BEGIN
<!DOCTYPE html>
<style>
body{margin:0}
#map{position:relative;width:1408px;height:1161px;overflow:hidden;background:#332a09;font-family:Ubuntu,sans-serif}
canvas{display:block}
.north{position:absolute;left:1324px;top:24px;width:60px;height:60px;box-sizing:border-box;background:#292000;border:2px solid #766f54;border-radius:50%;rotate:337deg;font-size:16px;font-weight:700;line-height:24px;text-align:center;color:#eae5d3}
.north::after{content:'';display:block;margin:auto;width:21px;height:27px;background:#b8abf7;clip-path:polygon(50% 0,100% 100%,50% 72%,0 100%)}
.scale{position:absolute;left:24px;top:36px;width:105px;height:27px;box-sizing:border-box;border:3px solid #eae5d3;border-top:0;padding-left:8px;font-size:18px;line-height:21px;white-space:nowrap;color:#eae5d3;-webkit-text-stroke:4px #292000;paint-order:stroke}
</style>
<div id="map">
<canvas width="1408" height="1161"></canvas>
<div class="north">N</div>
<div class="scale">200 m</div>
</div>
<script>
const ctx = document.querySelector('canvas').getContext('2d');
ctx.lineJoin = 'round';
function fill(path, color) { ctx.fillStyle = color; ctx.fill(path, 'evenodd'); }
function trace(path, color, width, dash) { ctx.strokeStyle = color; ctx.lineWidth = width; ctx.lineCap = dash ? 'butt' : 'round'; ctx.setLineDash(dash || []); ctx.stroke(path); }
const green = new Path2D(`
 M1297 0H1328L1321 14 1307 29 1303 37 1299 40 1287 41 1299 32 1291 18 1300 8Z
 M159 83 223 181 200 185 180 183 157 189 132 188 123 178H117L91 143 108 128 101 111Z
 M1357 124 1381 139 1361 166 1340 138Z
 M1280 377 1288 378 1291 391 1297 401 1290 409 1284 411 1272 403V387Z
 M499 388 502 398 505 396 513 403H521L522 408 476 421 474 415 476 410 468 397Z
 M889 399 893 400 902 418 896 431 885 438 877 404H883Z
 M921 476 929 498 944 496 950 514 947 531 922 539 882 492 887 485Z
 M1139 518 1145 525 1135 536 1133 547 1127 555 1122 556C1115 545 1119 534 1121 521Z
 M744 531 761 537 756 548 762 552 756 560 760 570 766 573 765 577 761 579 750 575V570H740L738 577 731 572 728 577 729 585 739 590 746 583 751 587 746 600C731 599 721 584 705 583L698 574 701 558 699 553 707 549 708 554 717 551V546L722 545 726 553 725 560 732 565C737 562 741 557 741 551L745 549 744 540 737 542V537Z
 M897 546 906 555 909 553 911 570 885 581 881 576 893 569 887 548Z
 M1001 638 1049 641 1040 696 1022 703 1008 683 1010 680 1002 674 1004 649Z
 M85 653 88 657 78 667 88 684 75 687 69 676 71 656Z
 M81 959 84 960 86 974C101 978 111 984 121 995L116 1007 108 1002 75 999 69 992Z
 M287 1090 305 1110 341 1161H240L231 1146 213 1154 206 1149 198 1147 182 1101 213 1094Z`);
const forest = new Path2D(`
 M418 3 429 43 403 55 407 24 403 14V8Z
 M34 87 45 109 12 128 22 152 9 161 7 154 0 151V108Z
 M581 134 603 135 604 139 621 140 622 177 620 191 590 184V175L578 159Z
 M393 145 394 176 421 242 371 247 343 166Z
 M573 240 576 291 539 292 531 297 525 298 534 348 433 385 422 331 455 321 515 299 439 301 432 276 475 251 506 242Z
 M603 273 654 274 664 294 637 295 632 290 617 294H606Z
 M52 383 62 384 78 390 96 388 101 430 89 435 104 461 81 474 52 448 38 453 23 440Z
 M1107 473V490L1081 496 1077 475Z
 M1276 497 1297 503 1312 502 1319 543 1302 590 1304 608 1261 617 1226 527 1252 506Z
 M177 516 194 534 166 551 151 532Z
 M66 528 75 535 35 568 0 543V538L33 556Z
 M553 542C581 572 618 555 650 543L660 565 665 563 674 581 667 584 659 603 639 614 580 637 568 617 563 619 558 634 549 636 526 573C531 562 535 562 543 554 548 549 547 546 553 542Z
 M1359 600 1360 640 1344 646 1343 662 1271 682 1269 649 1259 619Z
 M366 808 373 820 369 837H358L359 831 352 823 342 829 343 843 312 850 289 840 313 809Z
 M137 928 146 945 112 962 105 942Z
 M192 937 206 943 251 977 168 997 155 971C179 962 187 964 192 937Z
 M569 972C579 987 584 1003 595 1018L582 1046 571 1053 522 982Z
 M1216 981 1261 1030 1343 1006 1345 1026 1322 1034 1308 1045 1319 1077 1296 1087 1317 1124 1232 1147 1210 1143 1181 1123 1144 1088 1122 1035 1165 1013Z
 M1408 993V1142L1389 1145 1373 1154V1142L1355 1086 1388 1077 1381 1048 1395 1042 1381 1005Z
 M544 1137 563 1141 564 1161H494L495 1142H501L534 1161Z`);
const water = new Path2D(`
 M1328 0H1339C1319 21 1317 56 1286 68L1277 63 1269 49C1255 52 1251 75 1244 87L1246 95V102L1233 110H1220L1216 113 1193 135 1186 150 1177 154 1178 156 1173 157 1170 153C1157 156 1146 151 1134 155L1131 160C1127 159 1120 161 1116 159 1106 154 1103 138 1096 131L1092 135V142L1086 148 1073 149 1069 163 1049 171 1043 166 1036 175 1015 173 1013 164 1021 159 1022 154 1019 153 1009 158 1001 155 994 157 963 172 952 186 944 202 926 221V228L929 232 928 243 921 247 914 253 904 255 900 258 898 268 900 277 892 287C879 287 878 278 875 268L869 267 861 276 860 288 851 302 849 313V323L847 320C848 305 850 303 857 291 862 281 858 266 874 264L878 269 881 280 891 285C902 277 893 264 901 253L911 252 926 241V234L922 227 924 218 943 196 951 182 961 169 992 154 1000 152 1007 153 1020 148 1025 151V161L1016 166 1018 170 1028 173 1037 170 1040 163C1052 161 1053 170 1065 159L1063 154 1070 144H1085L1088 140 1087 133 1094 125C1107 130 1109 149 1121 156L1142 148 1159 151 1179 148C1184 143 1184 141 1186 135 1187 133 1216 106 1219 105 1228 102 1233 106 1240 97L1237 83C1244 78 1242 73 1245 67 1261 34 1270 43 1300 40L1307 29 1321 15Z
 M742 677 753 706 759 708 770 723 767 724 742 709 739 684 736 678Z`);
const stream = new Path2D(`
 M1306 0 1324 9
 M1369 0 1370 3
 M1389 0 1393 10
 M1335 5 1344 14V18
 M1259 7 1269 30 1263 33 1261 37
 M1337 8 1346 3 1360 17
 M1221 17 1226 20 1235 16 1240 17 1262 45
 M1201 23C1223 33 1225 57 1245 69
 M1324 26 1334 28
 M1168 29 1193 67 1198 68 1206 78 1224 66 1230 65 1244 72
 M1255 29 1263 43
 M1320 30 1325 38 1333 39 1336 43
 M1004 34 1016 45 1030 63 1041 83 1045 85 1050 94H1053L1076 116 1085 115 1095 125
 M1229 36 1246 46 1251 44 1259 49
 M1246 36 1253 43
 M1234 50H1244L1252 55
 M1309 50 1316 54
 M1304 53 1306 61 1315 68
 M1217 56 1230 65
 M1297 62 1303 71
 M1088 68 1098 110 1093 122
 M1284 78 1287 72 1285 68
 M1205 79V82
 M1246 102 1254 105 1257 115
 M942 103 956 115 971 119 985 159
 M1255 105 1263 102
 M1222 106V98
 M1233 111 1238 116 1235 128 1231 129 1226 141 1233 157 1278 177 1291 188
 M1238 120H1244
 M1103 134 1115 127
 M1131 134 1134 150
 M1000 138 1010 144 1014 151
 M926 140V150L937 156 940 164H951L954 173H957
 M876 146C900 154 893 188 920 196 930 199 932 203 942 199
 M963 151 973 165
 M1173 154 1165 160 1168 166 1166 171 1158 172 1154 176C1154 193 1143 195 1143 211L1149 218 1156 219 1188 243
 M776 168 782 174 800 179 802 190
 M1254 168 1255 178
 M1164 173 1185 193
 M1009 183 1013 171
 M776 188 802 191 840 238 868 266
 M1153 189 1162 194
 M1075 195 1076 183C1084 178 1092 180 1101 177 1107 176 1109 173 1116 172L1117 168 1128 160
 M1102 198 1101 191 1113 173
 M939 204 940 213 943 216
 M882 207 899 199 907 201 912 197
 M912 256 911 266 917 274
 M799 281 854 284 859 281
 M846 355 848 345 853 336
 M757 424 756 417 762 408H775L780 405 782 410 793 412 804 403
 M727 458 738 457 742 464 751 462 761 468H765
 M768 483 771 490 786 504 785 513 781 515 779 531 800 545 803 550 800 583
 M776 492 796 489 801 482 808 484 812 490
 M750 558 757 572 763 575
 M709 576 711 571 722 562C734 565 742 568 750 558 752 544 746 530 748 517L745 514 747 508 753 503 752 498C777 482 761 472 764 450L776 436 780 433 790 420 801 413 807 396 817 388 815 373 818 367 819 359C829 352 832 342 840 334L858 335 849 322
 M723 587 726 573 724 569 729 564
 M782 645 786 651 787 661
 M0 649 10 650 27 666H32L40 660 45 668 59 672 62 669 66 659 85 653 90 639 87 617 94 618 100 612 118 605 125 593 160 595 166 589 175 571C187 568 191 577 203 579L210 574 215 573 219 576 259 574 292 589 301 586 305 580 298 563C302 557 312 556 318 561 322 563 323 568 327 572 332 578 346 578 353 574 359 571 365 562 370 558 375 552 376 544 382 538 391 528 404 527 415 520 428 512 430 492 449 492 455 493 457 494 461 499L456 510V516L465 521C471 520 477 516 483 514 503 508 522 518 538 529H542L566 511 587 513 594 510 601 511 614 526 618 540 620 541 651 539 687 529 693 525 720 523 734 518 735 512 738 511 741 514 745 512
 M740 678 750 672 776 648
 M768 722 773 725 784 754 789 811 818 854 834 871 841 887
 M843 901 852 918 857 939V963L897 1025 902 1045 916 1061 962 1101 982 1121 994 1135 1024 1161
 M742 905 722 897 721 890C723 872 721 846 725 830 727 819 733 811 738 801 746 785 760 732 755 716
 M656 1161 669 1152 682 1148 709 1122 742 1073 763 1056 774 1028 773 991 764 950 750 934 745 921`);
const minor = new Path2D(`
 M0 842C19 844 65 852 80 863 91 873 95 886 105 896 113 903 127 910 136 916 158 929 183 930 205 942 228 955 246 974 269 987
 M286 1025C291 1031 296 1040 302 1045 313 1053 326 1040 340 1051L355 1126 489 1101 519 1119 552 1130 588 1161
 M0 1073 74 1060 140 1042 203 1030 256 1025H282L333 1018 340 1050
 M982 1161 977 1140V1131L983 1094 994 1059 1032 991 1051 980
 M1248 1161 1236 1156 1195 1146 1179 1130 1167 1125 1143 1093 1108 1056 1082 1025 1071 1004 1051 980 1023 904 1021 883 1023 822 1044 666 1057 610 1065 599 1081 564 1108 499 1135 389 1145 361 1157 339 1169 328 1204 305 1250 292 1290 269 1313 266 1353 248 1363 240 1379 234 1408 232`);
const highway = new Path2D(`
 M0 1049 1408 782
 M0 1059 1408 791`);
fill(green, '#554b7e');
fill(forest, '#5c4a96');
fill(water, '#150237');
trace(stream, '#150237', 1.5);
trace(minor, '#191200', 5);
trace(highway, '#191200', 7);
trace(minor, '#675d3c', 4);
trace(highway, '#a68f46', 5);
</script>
END
* _WHAT YOU NEED TO DO_:
Copy out each line carrying the string "canvas" from the data.

* _YOUR RESPONSE_:
canvas{display:block}
<canvas width="1408" height="1161"></canvas>
const ctx = document.querySelector('canvas').getContext('2d');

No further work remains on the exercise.